- [TRY IT] Only an exact repetition of every entry counts as the answer.

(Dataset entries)
***

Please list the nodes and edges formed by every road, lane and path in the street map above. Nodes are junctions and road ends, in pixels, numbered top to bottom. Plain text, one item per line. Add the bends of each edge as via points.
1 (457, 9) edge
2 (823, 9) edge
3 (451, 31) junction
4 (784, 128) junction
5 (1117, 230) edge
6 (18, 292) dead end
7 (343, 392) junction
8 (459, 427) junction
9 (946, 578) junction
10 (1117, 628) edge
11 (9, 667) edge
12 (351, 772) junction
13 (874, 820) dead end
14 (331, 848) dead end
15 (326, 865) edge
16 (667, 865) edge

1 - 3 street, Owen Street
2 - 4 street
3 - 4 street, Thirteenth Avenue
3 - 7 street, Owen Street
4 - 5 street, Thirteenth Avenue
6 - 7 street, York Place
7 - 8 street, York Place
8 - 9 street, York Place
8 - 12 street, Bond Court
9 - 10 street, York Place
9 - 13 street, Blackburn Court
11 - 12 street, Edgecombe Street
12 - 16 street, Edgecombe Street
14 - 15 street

***

- [EXERCISE OUTPUT]
Please list the nodes and edges formed by every road, lane and path in the street map above. Nodes are junctions and road ends, in pixels, numbered top to bottom. Plain text, one item per line. Add the bends of each edge as via points.
1 (457, 9) edge
2 (823, 9) edge
3 (451, 31) junction
4 (784, 128) junction
5 (1117, 230) edge
6 (18, 292) dead end
7 (343, 392) junction
8 (459, 427) junction
9 (946, 578) junction
10 (1117, 628) edge
11 (9, 667) edge
12 (351, 772) junction
13 (874, 820) dead end
14 (331, 848) dead end
15 (326, 865) edge
16 (667, 865) edge

1 - 3 street, Owen Street
2 - 4 street
3 - 4 street, Thirteenth Avenue
3 - 7 street, Owen Street
4 - 5 street, Thirteenth Avenue
6 - 7 street, York Place
7 - 8 street, York Place
8 - 9 street, York Place
8 - 12 street, Bond Court
9 - 10 street, York Place
9 - 13 street, Blackburn Court
11 - 12 street, Edgecombe Street
12 - 16 street, Edgecombe Street
14 - 15 street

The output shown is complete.